REQUIRED ACTION:
Looking at the data below, count the lines that contain the string "from". Write only the total.

[Saved entries]
○ ○ ○ ○ ○
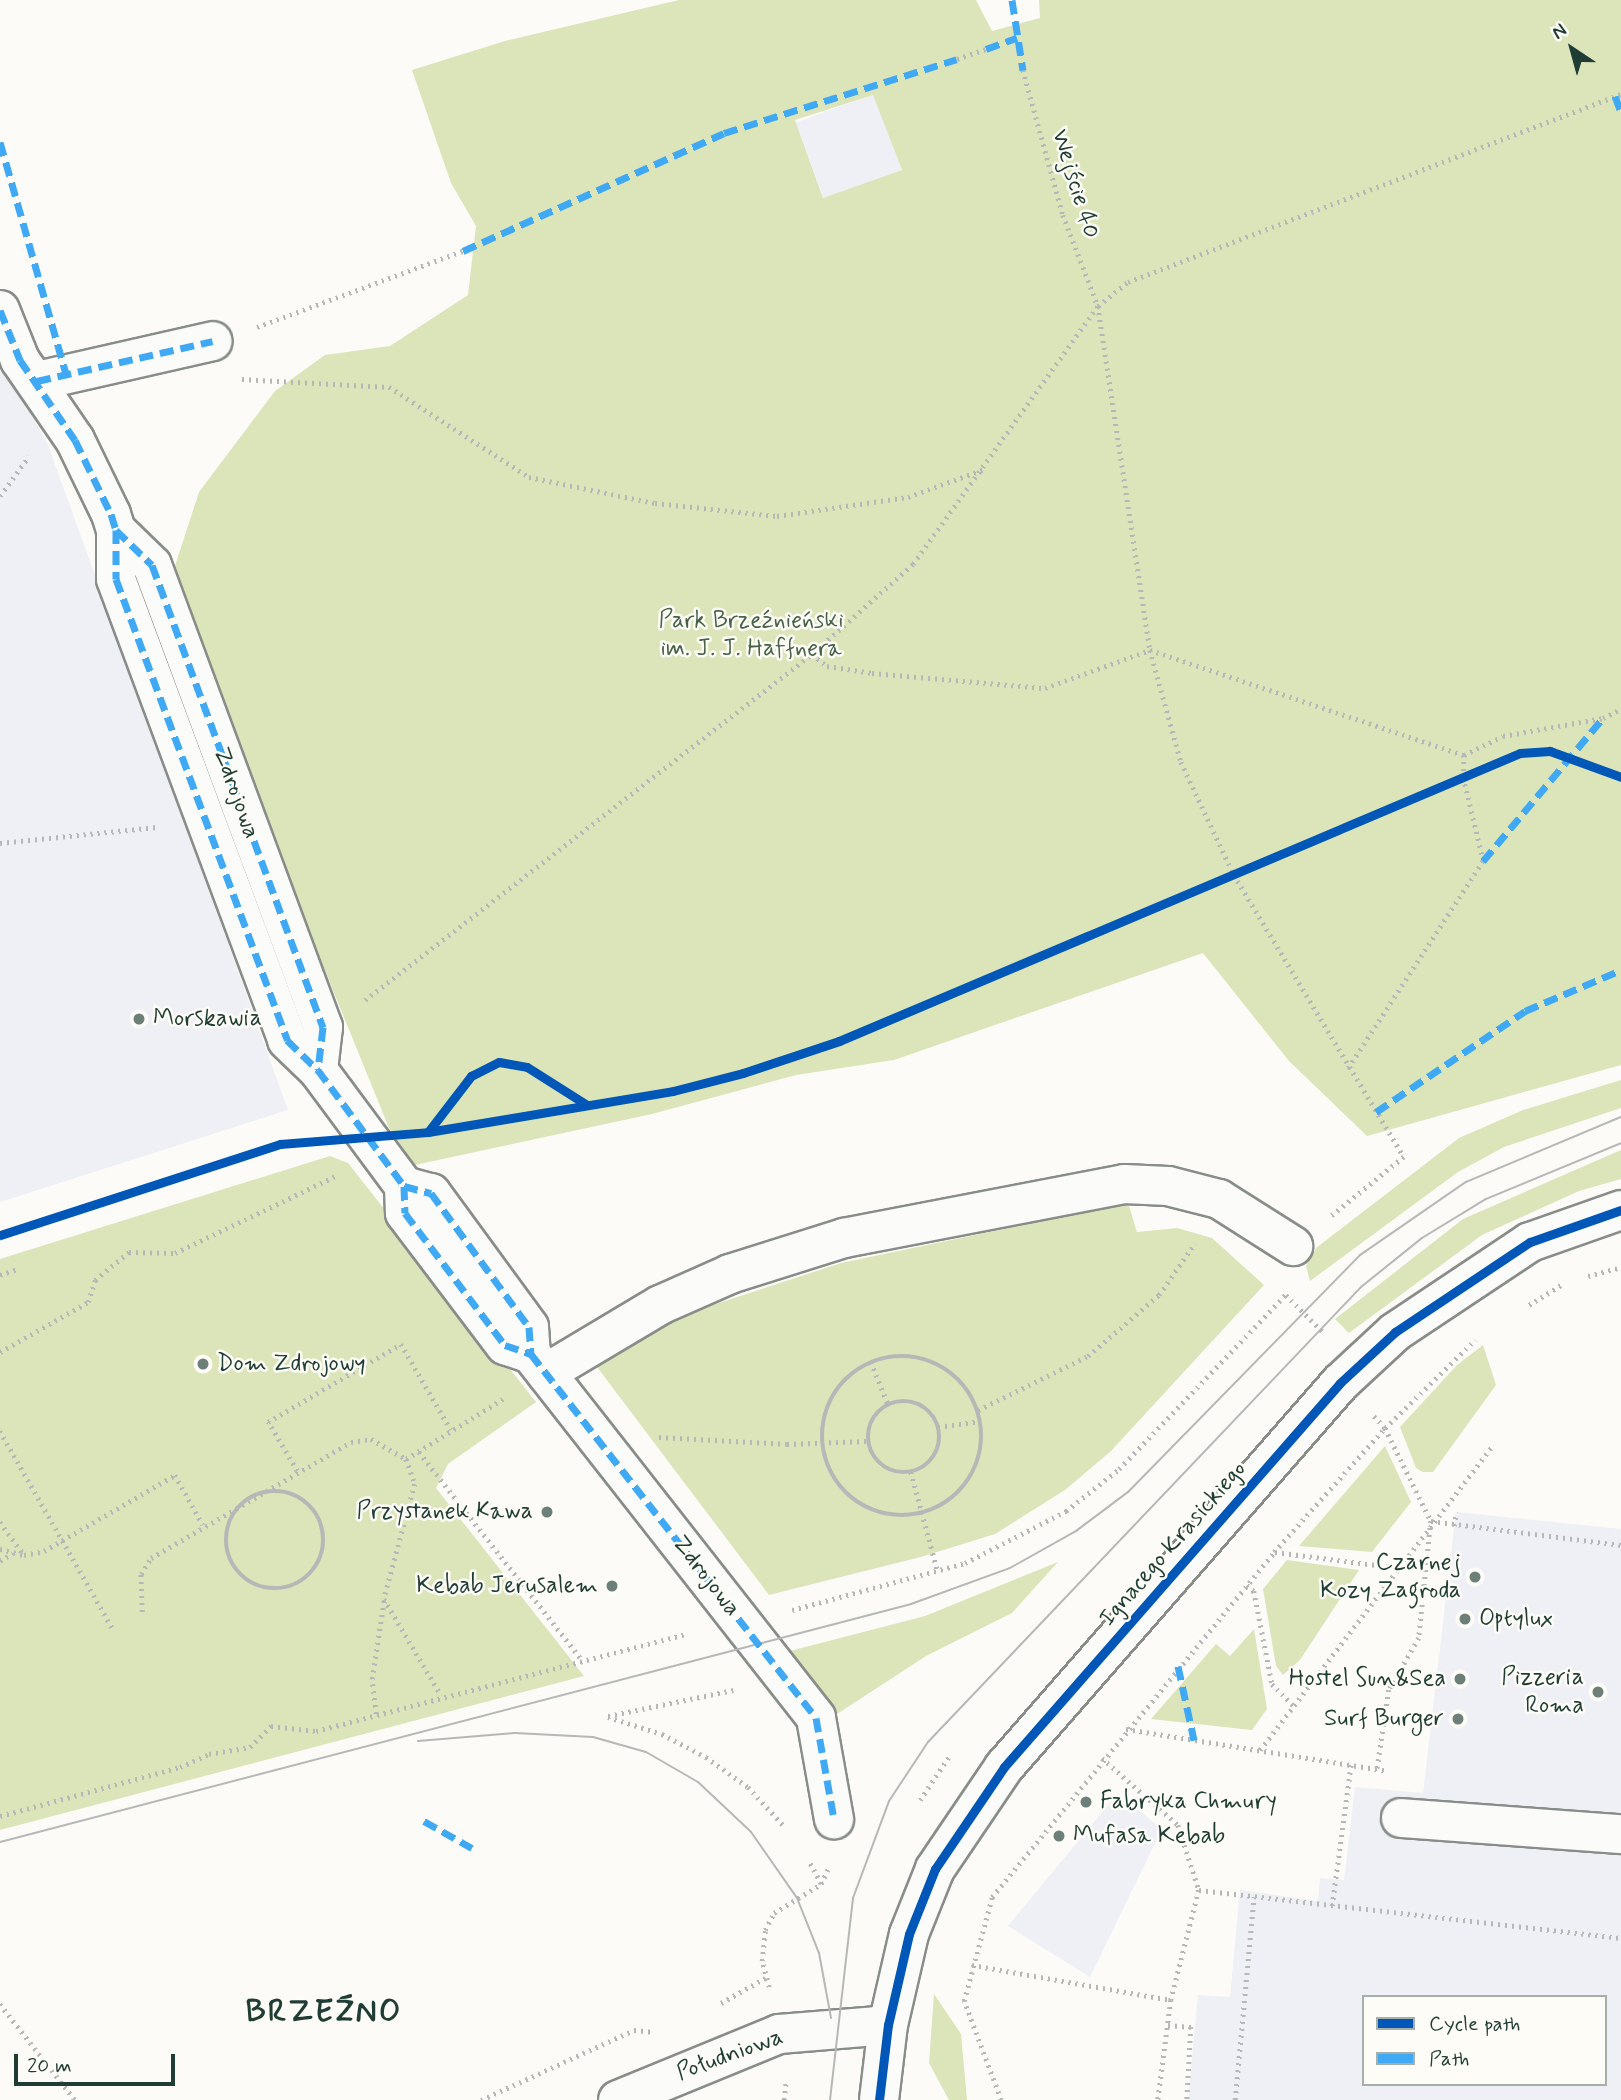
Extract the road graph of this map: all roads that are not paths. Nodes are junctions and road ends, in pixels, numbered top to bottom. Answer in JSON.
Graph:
{"nodes":[{"id":1,"x":0,"y":310,"type":"edge"},
{"id":2,"x":213,"y":341,"type":"road end"},
{"id":3,"x":55,"y":371,"type":"junction"},
{"id":4,"x":116,"y":530,"type":"junction"},
{"id":5,"x":318,"y":1070,"type":"junction"},
{"id":6,"x":1621,"y":1210,"type":"edge"},
{"id":7,"x":1293,"y":1246,"type":"road end"},
{"id":8,"x":539,"y":1363,"type":"junction"},
{"id":9,"x":1401,"y":1818,"type":"dead end"},
{"id":10,"x":834,"y":1819,"type":"dead end"},
{"id":11,"x":1621,"y":1834,"type":"edge"},
{"id":12,"x":888,"y":2025,"type":"junction"},
{"id":13,"x":618,"y":2100,"type":"edge"},
{"id":14,"x":879,"y":2100,"type":"edge"}],
"edges":[{"from":1,"to":3,"type":"street","name":"Zdrojowa"},
{"from":2,"to":3,"type":"street"},
{"from":3,"to":4,"type":"street","name":"Zdrojowa"},
{"from":4,"to":5,"type":"street","name":"Zdrojowa"},
{"from":4,"to":5,"type":"street","name":"Zdrojowa"},
{"from":5,"to":8,"type":"street","name":"Zdrojowa"},
{"from":6,"to":12,"type":"street","name":"Ignacego Krasickiego"},
{"from":7,"to":8,"type":"street"},
{"from":8,"to":10,"type":"street","name":"Zdrojowa"},
{"from":9,"to":11,"type":"street"},
{"from":12,"to":13,"type":"street","name":"Południowa"},
{"from":12,"to":14,"type":"street","name":"Ignacego Krasickiego"}]}
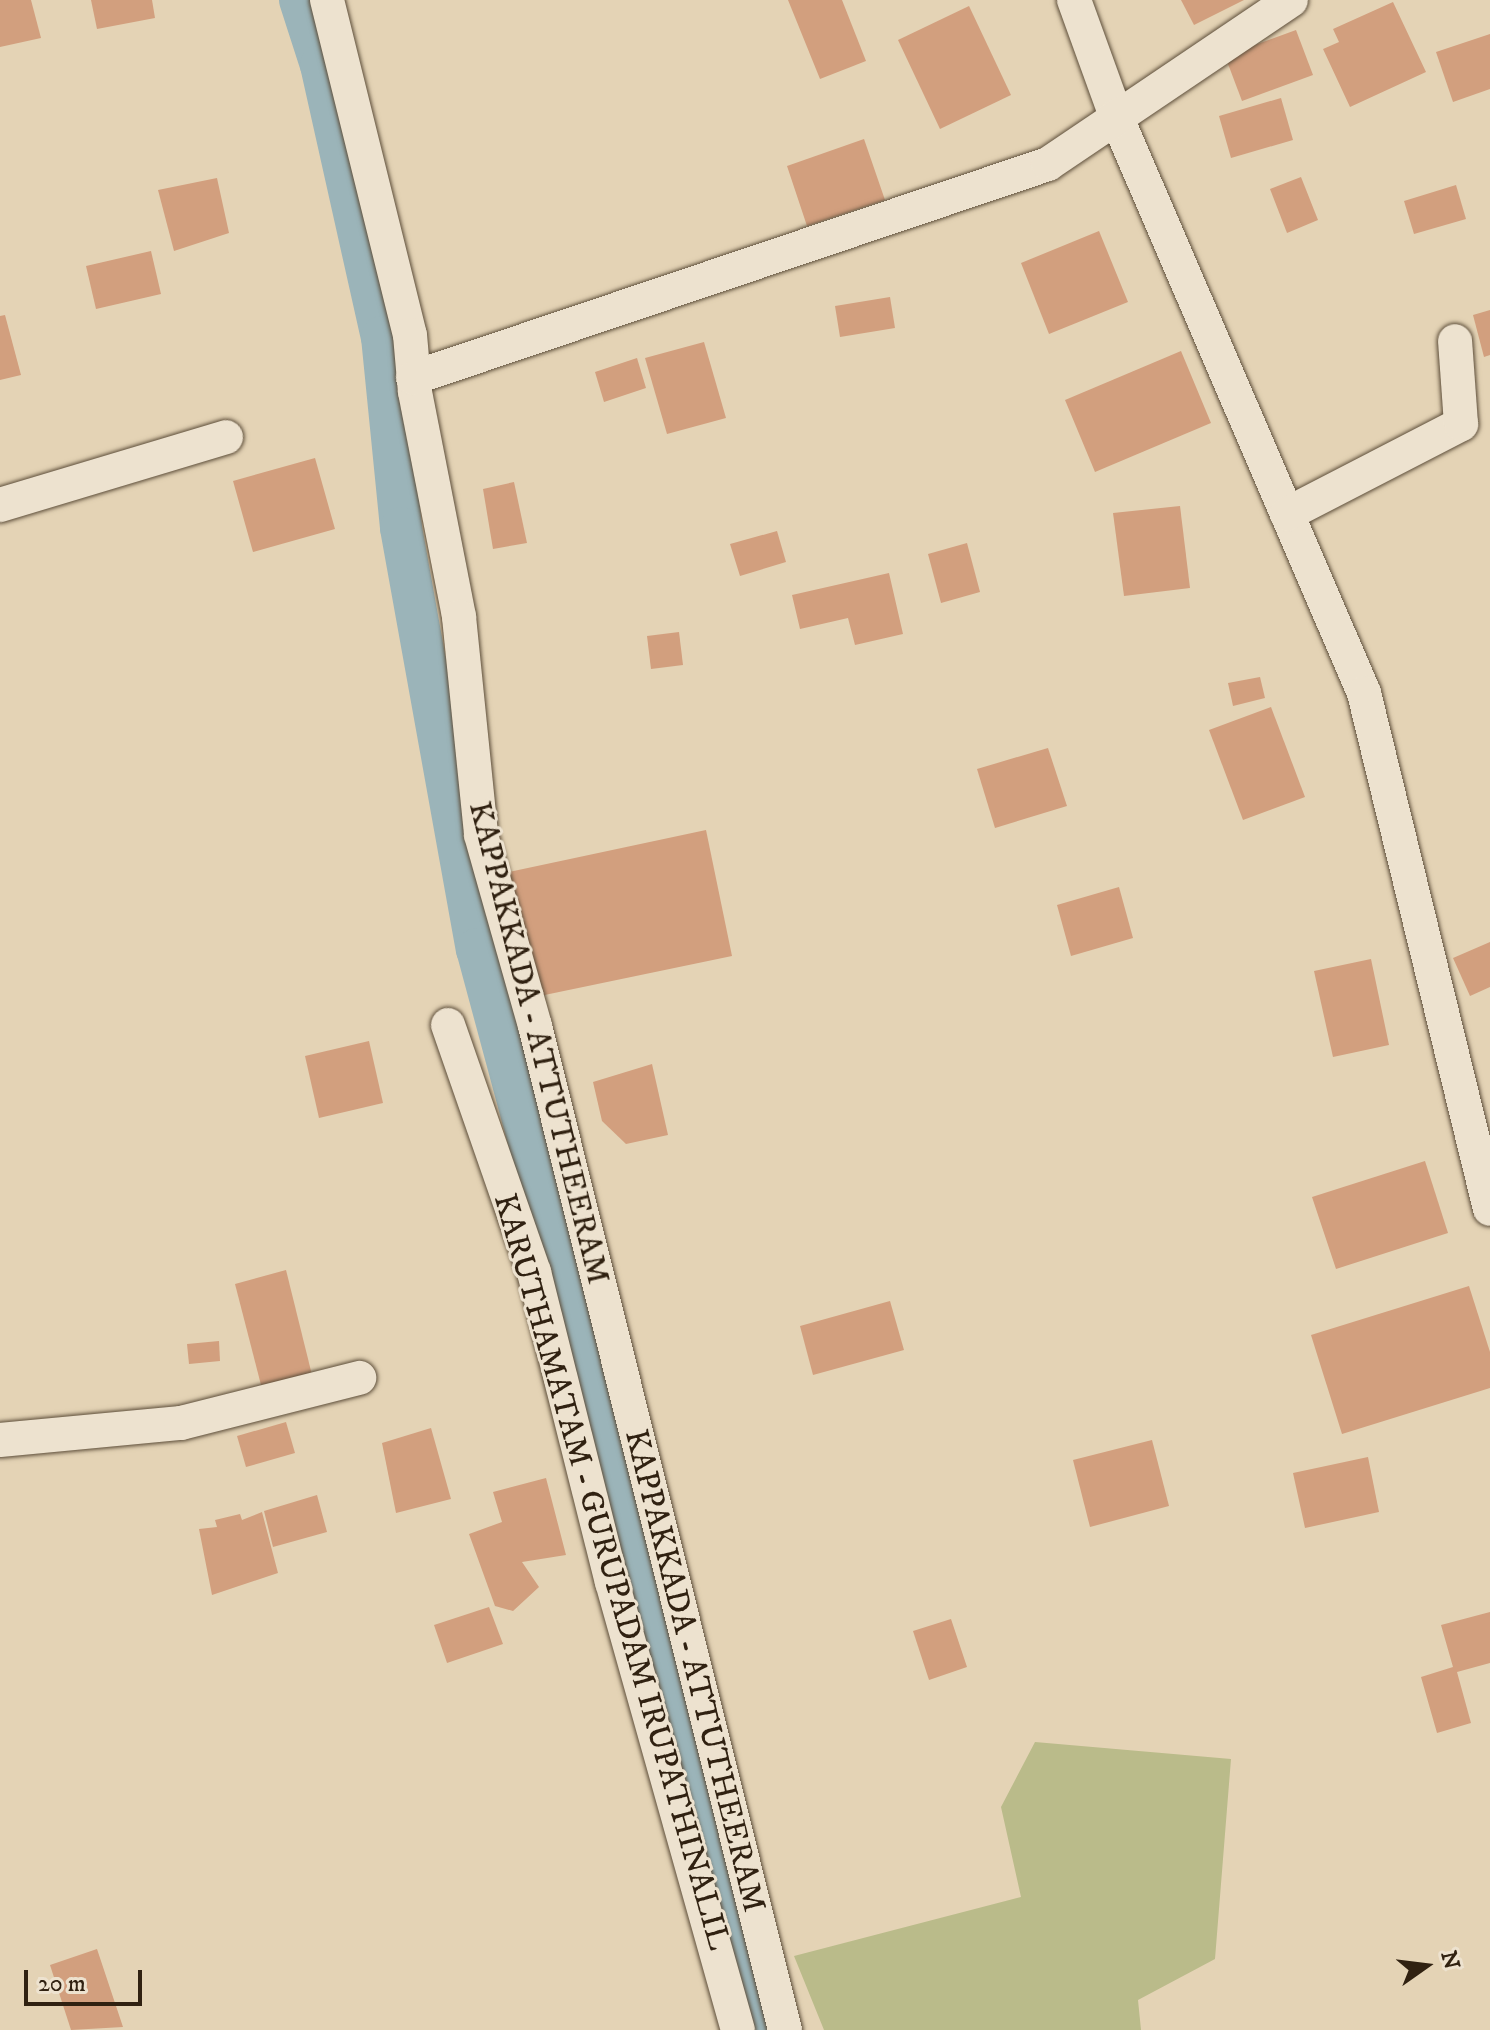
○ ○ ○ ○ ○
OUTPUT FOR THIS EXERCISE:
12